Iceland won’t be whaling this year

Posted by Gabrielle Jacobs on 28 April 2020

In a win for marine species conservation, Icelandic companies won’t be whaling this year and will skip the summer whaling season.

iceland, whales, whaling

A company called IT-útgerð, which mostly hunted minke whales, announced in April that it will stop whaling altogether. This comes as a result of financial strain. Marine protected areas and no-fishing zones were expanded, making it more expensive to hunt further offshore.

This year will mark the second year that Iceland’s largest whaling company, Hvalur hf., has had to skip the northern hemisphere’s summer whaling season. Hvalur mainly hunts fin whales, which are larger than minke whales.

The company makes a lot of money selling whale meat to Japan. Hvalur has not been able to compete with the country’s domestic whaling industry.

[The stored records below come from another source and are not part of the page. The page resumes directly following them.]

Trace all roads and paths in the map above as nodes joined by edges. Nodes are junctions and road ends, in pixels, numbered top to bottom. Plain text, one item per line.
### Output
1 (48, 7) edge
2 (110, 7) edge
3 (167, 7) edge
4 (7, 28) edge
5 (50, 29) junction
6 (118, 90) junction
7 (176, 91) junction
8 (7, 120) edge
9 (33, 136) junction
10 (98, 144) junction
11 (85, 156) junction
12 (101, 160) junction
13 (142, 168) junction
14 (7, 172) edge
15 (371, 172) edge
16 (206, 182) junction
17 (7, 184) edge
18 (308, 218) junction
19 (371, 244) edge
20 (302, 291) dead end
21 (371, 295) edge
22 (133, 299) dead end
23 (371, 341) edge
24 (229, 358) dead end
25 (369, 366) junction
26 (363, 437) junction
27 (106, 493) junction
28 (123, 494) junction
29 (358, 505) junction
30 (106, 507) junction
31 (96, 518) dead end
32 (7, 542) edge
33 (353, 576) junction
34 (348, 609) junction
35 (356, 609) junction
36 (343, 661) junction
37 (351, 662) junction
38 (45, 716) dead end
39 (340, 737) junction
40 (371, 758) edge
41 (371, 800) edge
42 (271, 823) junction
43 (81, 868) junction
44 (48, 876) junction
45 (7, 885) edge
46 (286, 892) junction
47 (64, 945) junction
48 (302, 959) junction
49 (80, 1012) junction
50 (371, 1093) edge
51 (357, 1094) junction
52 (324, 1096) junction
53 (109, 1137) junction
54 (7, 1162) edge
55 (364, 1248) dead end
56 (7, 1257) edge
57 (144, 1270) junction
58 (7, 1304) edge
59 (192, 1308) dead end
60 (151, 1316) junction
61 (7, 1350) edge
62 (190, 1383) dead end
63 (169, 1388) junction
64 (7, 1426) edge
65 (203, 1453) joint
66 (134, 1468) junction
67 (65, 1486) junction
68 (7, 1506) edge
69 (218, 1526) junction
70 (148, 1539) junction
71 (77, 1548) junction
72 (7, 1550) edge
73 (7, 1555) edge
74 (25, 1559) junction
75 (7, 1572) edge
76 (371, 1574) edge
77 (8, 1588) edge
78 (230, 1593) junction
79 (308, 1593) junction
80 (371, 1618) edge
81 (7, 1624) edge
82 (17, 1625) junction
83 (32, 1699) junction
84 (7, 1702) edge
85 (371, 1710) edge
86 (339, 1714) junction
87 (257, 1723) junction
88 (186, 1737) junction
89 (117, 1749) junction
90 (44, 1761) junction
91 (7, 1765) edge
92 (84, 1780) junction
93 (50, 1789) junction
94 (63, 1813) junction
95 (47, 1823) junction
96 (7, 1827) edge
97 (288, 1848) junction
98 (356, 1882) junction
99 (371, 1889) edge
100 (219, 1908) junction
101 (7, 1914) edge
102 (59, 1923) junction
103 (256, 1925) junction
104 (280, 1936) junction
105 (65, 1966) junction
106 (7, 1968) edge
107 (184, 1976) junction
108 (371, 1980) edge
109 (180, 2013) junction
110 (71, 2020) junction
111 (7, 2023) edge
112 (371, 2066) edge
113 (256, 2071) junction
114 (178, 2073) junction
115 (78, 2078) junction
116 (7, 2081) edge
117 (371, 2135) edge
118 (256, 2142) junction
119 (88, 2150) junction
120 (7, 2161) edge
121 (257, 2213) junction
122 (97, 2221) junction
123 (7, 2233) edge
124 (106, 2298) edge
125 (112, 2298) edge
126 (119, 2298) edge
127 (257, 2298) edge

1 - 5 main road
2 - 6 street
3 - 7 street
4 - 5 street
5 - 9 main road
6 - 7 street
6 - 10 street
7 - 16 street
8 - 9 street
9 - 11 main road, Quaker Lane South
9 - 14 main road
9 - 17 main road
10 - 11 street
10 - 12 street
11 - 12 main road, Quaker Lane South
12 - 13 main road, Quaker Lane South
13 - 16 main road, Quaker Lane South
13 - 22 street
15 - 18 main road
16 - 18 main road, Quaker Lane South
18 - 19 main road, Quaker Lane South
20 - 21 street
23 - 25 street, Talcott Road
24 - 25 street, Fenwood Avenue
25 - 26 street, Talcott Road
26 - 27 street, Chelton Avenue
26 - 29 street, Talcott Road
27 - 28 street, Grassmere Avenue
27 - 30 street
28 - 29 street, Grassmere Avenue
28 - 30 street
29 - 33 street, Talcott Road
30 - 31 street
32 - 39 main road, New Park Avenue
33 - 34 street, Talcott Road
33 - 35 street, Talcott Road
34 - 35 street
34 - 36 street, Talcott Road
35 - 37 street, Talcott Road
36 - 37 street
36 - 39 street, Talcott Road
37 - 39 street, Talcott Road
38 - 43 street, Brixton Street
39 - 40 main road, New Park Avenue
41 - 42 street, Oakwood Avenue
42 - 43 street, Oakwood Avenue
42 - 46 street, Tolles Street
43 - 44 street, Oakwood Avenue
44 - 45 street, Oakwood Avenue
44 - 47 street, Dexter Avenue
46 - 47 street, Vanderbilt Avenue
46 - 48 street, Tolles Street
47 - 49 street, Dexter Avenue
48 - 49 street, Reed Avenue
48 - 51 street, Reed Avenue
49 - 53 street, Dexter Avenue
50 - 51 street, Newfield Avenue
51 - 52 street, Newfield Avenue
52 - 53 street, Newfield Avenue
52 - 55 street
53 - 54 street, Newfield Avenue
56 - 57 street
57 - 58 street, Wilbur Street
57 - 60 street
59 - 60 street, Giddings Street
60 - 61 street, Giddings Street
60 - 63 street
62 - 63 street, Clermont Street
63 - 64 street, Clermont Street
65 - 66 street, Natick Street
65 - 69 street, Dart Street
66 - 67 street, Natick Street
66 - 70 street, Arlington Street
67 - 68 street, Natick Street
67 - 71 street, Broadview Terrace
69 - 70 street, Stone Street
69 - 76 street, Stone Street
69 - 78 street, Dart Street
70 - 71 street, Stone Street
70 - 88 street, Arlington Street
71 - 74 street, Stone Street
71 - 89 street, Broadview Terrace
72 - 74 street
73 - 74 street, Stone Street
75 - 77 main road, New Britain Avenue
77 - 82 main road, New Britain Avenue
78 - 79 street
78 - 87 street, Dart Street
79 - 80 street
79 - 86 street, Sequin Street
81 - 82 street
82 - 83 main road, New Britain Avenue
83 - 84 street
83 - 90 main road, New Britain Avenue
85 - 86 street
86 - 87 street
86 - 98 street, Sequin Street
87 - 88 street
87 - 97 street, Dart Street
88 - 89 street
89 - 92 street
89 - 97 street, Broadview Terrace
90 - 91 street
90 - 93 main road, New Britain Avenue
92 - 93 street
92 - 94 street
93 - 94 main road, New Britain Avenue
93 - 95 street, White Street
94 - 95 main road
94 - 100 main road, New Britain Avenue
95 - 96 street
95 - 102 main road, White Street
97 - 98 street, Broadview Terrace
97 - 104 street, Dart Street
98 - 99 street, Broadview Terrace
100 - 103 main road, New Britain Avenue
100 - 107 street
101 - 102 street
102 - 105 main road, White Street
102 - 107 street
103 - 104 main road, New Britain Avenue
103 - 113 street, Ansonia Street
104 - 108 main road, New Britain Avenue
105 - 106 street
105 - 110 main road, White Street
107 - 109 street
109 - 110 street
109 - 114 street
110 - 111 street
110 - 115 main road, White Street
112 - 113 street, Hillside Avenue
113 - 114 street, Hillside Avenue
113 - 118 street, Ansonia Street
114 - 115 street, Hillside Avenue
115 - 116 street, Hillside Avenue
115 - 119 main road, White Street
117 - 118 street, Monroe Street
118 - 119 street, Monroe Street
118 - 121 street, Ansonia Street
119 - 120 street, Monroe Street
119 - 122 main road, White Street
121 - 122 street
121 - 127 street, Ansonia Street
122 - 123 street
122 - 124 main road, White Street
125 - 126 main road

This subsidised by the Japanese government, which has also intensified import regulations for whale meat, according to Mongabay.

The COVID-19 pandemic no doubt has a big impact on the whaling industry too, especially Hvalur, despite the fact that there’s been a global moratorium on fin whale hunting since 1986 (International Whaling Commission). Due to social distancing and lockdown precautions, key production processes and labour will not be possible during this period.

Iceland has also reduced its maximum annual whale-hunting quotas to 209 for fin whales and 217 minke whales, which will extend to 2023.

Apart from Iceland, other countries where commercial whaling takes place are Japan and Norway.

The IUCN Red List lists fin whales (Balaenoptera physalus) as vulnerable and minke whales (Balaenoptera acutorostrata) as least concern.